Собственно говоря, ничего нового Свечкин не открыл. Все это лишь элементы соревнования, но соревнования не декоративного, не раззолоченного, не забальзамированного, а первозданно живого и потому работающего.
У Свечкина вообще работает все. Ян Калиновский рассказывал, что, хотя и сидит Свечкин рядом с императорским столом за школьной парточкой, парта эта прямо-таки начинена разными хитроумными штуками. Диктофоны, магнитофоны, карманные компьютеры и чудо-селекторы (вспомните кухню Свечкина). Один из каналов спутника связи целиком работает на Петра Ивановича. Это уже не Ян Калиновский сказал мне, это я сказал Яну Калиновскому, и доверчивый Ян посмотрел на меня с тем выражением почтительного ужаса, с каким, помните, глядел на однорукого директора дородный ремонтник в сатиновом халате, когда я осведомился, не построил ли Свечкин завод по производству швейных машин.
В феерическом, но вполне логичном восхождении Петра Свечкина было одно если не сомнительное, то не очень понятное мне звено: торговый техникум. Почему торговый и, главное, почему техникум? Когда я познакомился со Свечкиным, для меня не представляло сомнений, что перед тем, как с триумфом подойти к красному институтскому диплому, он с блеском окончил школу. Причем «с блеском» я говорю не для красного словца, а имея в виду нечто материальное — золотую медаль, которая просто не могла не быть у него, раз она есть даже у меня.

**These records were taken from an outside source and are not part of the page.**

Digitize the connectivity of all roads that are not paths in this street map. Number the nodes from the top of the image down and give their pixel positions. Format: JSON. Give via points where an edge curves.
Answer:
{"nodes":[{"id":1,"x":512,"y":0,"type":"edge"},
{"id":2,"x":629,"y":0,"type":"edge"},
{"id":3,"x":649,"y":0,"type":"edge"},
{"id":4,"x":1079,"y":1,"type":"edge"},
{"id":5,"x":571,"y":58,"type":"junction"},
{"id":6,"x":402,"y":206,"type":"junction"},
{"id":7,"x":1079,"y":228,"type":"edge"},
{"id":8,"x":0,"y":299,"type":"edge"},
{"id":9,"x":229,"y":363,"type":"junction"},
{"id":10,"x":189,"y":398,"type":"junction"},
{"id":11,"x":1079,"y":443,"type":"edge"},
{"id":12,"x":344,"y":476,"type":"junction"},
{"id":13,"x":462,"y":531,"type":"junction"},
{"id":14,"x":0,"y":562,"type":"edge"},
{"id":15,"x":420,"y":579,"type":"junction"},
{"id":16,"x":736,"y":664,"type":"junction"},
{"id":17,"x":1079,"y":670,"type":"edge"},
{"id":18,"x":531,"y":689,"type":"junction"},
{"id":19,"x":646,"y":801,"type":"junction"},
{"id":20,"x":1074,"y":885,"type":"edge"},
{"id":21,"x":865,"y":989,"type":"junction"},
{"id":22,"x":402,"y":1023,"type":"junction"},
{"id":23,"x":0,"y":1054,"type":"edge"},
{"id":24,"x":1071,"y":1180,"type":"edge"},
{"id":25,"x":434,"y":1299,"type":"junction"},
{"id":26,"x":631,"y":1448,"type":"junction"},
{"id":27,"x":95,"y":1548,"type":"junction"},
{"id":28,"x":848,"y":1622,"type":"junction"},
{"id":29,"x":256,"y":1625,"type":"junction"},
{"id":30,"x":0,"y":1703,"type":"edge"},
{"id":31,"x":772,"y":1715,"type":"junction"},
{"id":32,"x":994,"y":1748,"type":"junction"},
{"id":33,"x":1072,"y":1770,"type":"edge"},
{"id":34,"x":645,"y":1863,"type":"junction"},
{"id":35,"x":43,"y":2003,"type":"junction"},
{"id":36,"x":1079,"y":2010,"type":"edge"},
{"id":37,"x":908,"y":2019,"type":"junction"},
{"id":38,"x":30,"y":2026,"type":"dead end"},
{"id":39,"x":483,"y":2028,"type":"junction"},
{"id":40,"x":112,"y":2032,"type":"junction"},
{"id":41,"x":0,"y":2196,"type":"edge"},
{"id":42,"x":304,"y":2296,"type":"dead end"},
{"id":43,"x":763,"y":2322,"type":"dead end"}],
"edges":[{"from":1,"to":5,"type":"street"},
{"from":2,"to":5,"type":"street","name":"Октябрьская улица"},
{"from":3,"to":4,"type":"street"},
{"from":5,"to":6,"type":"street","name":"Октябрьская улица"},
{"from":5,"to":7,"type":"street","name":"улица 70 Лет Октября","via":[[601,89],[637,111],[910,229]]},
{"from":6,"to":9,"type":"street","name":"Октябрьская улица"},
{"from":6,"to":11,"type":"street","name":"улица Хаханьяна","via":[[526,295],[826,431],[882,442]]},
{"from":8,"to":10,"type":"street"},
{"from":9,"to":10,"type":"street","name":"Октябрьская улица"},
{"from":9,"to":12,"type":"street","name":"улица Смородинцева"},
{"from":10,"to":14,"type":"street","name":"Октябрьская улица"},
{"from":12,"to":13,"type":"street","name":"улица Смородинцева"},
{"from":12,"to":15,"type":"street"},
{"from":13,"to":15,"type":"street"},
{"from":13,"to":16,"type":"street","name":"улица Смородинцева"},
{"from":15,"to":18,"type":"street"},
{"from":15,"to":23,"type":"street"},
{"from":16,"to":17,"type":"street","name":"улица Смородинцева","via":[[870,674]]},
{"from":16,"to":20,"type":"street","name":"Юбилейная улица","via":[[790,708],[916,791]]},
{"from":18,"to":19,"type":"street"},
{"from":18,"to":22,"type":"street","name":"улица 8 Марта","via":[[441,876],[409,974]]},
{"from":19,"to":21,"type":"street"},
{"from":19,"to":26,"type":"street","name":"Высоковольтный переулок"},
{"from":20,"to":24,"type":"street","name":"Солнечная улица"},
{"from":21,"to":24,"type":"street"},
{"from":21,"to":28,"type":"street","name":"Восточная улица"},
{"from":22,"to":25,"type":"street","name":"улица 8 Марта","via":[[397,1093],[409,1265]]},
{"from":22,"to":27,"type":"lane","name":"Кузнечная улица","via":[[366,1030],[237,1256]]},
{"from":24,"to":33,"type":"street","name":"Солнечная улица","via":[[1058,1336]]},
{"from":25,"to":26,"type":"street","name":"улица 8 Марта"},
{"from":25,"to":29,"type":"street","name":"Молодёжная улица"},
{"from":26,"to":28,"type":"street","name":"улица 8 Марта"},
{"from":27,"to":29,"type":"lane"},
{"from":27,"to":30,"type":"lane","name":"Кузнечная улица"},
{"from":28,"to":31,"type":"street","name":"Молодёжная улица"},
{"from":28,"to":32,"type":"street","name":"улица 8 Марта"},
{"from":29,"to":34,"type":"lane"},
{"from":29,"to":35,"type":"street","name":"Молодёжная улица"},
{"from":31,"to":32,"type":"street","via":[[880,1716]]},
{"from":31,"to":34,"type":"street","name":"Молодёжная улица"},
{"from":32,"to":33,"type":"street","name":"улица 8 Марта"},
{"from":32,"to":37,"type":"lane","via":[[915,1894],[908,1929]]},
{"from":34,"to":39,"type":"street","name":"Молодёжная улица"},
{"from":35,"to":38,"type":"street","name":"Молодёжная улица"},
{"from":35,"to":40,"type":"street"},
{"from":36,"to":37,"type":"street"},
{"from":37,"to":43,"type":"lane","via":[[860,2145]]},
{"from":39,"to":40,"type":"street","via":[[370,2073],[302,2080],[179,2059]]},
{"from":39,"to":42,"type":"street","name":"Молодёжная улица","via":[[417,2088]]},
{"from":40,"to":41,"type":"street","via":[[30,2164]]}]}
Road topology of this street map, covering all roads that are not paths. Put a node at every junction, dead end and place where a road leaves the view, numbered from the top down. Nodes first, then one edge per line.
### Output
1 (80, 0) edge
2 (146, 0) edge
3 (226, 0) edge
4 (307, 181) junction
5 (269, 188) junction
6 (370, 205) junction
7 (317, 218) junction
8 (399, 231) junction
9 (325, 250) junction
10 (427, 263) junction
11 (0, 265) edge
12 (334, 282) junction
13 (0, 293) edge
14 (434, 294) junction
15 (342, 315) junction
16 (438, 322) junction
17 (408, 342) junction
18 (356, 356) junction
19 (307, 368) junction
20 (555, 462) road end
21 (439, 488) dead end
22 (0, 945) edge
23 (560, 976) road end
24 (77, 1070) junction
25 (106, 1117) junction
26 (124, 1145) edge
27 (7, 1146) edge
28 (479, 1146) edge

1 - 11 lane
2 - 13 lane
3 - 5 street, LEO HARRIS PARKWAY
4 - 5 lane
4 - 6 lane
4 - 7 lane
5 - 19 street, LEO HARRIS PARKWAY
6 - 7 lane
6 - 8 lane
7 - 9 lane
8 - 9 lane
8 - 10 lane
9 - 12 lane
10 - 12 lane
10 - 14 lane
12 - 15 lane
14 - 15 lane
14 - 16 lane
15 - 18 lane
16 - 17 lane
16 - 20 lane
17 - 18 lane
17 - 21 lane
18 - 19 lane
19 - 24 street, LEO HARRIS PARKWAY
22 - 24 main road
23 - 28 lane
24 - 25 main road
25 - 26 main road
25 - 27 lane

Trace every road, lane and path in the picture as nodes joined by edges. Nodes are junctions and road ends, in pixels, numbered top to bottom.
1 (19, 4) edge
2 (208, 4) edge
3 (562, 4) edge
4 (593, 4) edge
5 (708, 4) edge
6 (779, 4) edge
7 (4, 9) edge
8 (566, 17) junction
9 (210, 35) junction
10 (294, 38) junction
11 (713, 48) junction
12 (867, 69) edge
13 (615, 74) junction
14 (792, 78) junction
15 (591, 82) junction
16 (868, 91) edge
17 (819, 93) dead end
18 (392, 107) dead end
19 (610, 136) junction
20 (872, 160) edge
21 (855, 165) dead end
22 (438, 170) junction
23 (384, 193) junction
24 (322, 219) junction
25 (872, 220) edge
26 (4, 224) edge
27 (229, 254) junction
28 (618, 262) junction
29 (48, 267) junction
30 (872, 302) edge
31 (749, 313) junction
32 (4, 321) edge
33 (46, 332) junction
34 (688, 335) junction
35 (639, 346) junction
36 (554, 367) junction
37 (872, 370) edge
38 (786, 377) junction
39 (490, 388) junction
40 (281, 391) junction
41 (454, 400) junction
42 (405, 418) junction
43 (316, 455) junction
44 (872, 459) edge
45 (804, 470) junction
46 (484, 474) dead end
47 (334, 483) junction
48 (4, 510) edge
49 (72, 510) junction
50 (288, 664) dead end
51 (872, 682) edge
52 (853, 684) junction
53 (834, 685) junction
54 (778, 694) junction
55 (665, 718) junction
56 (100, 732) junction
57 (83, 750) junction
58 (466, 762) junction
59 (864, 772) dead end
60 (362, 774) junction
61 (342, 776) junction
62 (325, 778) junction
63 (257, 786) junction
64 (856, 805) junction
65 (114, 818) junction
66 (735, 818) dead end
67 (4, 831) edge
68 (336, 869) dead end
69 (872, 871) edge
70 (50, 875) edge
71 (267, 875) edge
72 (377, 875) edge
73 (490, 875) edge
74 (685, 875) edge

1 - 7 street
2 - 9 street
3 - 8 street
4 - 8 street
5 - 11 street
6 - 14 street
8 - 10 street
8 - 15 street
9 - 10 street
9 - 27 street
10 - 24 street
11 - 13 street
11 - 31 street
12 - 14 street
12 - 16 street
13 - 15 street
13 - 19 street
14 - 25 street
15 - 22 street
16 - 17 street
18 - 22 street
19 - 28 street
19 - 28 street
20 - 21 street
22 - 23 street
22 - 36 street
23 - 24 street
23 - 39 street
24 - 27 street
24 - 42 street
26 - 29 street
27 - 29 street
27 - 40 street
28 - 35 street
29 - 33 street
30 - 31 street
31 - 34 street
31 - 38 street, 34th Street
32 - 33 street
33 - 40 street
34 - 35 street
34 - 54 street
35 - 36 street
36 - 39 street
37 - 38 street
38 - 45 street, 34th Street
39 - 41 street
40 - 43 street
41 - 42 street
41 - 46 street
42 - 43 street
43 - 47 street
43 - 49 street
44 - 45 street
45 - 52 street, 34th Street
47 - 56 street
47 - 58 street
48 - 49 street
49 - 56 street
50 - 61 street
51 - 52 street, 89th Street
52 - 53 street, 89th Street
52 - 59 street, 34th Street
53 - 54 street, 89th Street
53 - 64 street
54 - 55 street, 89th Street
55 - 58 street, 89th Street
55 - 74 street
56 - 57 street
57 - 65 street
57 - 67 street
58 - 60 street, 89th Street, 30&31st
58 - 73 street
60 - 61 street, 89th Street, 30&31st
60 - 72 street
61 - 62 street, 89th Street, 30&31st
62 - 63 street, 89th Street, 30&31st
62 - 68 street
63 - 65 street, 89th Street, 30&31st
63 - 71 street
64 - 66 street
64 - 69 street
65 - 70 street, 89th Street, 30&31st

Ах, эта несчастная медаль! Я думаю о ней не столько с грустью, сколько с чувством вины перед мамой. Как обманул я ее надежды! Сомневалась ли мама, что младший из трех ее сыновей, которых она, надрываясь, одна подымала на ноги, пойдет далеко? Нисколечко. Порукой тому были не только похвальные грамоты, которые я что ни год таскал из школы, не только золотая медаль, но и сознание… Нет, не справедливости, как говорит мой Дон Жуан в одной из сокровенных бесед со статуей командора, а равновесия. В мире, несмотря на кажущийся хаос, царит равновесие, иначе даже планеты давно бы обрушились на Солнце. Добро не побеждает зло, эта классическая формула не только не верна, она опасна, потому что дезориентирует человека, но добро уравновешивает зло. Даже недоверчивому Володе Емельяненко эта космогоническая теория пришлась по душе — он не только принял ее, но вывел из нее умозаключения, от которых у меня глаза полезли на лоб.
Но то Володя, философ и анахорет, маме же все эти мудреные (или выспренные? Все чаще замысел моего Дон Жуана представляется мне рассудочно-холодным) — маме эти витиеватые рассуждения и близко не приходили на ум. Однако в справедливость (или равновесие, по моей терминологии) мама свято верила.
Себя она не щадила. Война, убившая ее мужа за шесть дней до рождения младшего сына, то бишь меня, не слишком разрушила наш город, но строили все равно много, а мама считалась превосходным каменщиком. Мужчинам, во всяком случае, не уступала. Ей и сейчас в ее семьдесят не занимать силенок, но в глазах появилась некоторая вопрошающая неуверенность, которую мне хотелось бы принимать просто за симптом старости, но которая, с болью прозреваю я, есть нечто иное. Мама недоумевает. Как ее умный Витя, некогда круглый отличник, хотя и отчаянный сорванец, которому прощали за его живой ум хулиганские выходки, в свои вот уже тридцать семь лет не имеет ни кола ни двора, ни даже приличного костюма, как проницательно заметил херувим в курточке? У Андрея — свой дом и двое девчонок, Василий раскатывает на собственных «Жигулях», жена — дамский мастер, видный человек, а ведь оба — ни Андрей, ни Василий — не хватали звезд с неба. И профессии вроде бы обыкновенные: один — бульдозерист, другой — монтажник. Хорошие профессии… А вот младшой, который учился в двух институтах и чуть ли не с пеленок пишет в газетах, повис между небом и землей.
Я понимаю маму. Я и сам порой вижу себя как бы со стороны, вот только не разберусь, чьими глазами. Ее ли, своими ли собственными, которые, скажу по совести, не усматривают в моем подвешенном состоянии никакой особой несправедливости.